The above-described method can only use a small portion of human-judges in the training data due to the small overlap of query-document pairs in the session data and in the training data, which leads to limited training data for scoring function learning. Further, the method assumes that the optimal scoring function used for term weight computation (i.e., term weighting function) can be obtained by optimizing the scoring function as if it were to be used as a ranker for document retrieval. However, the assumption may not always hold because most term weighting functions do not solely depend upon raw term frequency. For example, in the known BM25 term weighting function, the term frequency formula is a nonlinear transformation of raw term frequency, and other information such as document frequency and document length is also used.

Thus, as generally represented in FIG. 2, instead of learning a term frequency function that maps raw click features to term frequency, an alternative method is to select a subset of some number of the available raw click features 220, (e.g., the click count, the last click count, the first click count, the only click count, the number of impressions, the dwell time, as well as TF_hand the learned term frequency function 102, TF_λ), and learn a combined (e.g., nonlinear) model 222 over these features, e.g., with the features considered functions 224. Note that processing to obtain the functions (e.g., TF_hand TF_λ) as described above are represented by block 226. The nonlinear model 222, generally, is a weighted combination of term frequency functions 224 and may be treated as a relevance function based on the click field.

A benefit of this approach is that it allows defining term frequency functions and combining them. Other functions such as inverse document frequency, functions over other fields, and so on, also may be easily added to the model. For example, TF_t(described above) may be defined as the sum of the click counts of all queries in the query click field which contain the input query term t. Note that this approach allows learning a term weighting for each term t in the query separately.
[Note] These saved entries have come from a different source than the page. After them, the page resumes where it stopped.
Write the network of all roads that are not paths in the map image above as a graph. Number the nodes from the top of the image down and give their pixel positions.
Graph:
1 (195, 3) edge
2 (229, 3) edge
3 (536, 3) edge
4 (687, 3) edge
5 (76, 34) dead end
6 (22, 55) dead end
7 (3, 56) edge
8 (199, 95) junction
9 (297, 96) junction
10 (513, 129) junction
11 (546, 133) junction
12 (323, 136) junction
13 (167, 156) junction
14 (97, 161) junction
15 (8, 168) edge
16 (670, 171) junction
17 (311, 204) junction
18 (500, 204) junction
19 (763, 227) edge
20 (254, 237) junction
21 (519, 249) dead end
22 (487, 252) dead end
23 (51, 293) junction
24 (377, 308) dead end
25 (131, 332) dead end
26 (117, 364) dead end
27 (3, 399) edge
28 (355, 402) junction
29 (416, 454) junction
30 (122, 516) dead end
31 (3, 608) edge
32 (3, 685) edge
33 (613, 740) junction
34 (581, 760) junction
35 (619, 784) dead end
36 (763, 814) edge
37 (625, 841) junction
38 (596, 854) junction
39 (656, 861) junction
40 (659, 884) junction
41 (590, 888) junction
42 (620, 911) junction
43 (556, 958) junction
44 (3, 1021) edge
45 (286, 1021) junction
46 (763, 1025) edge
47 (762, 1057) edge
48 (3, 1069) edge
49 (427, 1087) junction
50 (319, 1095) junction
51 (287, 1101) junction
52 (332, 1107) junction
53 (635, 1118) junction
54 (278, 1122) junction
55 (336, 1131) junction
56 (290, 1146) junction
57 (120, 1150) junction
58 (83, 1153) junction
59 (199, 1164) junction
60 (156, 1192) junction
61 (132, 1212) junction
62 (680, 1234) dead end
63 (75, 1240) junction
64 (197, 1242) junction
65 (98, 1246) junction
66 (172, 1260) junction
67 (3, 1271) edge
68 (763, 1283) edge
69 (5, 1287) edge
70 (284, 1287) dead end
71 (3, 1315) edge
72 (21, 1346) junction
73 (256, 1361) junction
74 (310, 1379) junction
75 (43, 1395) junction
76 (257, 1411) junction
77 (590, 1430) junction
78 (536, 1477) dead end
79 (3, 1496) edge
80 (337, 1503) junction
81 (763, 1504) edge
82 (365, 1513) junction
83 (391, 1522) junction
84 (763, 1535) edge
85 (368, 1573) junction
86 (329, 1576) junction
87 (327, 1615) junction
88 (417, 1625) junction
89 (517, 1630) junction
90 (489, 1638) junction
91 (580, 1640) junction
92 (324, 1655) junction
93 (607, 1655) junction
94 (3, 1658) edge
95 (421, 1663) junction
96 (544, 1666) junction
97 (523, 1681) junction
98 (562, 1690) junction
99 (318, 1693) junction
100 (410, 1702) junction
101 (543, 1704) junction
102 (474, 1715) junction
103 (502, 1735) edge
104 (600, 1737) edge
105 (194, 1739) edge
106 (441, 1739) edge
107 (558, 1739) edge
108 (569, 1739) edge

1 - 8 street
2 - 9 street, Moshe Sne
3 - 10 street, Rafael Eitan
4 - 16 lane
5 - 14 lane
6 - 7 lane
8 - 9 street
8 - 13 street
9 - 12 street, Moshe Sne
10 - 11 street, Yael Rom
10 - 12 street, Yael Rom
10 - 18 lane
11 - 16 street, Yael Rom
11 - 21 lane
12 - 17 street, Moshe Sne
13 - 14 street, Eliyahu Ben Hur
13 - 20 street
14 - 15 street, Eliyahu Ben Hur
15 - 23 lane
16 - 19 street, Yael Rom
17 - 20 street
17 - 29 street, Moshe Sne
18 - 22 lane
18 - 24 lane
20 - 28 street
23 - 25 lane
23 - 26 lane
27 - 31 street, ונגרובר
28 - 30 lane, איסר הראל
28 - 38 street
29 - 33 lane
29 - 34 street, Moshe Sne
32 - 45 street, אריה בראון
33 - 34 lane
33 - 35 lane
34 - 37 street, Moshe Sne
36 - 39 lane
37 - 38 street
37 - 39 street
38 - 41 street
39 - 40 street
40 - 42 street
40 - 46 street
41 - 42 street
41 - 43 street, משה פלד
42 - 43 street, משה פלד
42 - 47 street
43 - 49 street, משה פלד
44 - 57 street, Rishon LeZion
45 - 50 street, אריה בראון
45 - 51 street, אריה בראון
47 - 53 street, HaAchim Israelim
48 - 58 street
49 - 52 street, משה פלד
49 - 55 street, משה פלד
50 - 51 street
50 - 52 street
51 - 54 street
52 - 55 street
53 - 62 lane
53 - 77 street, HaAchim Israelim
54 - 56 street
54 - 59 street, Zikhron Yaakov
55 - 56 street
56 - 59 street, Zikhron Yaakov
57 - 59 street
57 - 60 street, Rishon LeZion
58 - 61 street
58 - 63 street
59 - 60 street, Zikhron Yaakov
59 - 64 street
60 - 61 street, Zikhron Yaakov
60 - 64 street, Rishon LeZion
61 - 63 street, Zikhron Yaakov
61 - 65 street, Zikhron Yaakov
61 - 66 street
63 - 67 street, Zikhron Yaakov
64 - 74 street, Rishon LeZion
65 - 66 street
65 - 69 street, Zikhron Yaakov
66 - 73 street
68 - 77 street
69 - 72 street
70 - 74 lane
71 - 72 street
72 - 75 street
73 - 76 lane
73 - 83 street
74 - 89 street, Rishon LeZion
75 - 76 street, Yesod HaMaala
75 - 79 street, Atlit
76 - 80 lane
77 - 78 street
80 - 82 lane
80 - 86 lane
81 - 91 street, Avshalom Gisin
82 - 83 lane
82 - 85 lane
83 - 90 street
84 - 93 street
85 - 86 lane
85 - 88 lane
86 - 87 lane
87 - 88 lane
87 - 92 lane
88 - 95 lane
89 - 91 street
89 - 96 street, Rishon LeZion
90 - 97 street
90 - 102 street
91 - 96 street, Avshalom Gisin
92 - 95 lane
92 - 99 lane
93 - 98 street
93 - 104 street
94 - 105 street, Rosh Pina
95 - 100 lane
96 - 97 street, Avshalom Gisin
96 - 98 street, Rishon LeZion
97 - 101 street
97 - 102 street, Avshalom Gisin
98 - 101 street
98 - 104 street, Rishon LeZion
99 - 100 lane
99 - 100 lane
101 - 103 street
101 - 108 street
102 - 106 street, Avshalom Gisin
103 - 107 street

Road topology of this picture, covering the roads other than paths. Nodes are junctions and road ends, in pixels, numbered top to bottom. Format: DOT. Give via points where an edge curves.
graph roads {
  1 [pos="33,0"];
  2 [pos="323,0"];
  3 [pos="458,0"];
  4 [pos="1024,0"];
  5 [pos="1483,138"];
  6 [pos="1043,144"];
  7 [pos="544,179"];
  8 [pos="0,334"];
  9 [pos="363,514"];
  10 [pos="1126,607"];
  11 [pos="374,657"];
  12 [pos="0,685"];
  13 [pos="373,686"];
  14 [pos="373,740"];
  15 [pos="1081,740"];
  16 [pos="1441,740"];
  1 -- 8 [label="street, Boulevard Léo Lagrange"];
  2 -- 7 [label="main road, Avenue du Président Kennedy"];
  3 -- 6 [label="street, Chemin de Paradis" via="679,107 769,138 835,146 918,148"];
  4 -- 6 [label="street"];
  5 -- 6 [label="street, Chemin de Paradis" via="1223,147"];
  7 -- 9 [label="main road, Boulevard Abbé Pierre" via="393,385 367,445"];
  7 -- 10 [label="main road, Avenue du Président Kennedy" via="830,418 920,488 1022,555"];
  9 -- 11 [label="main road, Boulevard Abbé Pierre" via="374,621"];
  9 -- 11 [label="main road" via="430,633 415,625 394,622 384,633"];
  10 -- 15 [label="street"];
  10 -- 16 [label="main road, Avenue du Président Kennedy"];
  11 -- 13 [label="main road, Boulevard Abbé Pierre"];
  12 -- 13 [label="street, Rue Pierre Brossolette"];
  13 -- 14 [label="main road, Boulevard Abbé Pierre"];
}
A relevance function is thus learned by combining the term frequency functions; thus the optimal learning result transfers to the optimal Web search result as much as possible. In one implementation, training with labeled training data 228 is performed using LambdaRank as the ranking algorithm 230.

Exemplary Operating Environment

FIG. 3 illustrates an example of a suitable computing and networking environment 300 on which the examples of FIGS. 1-5 may be implemented. The computing system environment 300 is only one example of a suitable computing environment and is not intended to suggest any limitation as to the scope of use or functionality of the invention. Neither should the computing environment 300 be interpreted as having any dependency or requirement relating to any one or combination of components illustrated in the exemplary operating environment 300.

The invention is operational with numerous other general purpose or special purpose computing system environments or configurations. Examples of well known computing systems, environments, and/or configurations that may be suitable for use with the invention include, but are not limited to: personal computers, server computers, hand-held or laptop devices, tablet devices, multiprocessor systems, microprocessor-based systems, set top boxes, programmable consumer electronics, network PCs, minicomputers, mainframe computers, distributed computing environments that include any of the above systems or devices, and the like.

The invention may be described in the general context of computer-executable instructions, such as program modules, being executed by a computer. Generally, program modules include routines, programs, objects, components, data structures, and so forth, which perform particular tasks or implement particular abstract data types. The invention may also be practiced in distributed computing environments where tasks are performed by remote processing devices that are linked through a communications network. In a distributed computing environment, program modules may be located in local and/or remote computer storage media including memory storage devices.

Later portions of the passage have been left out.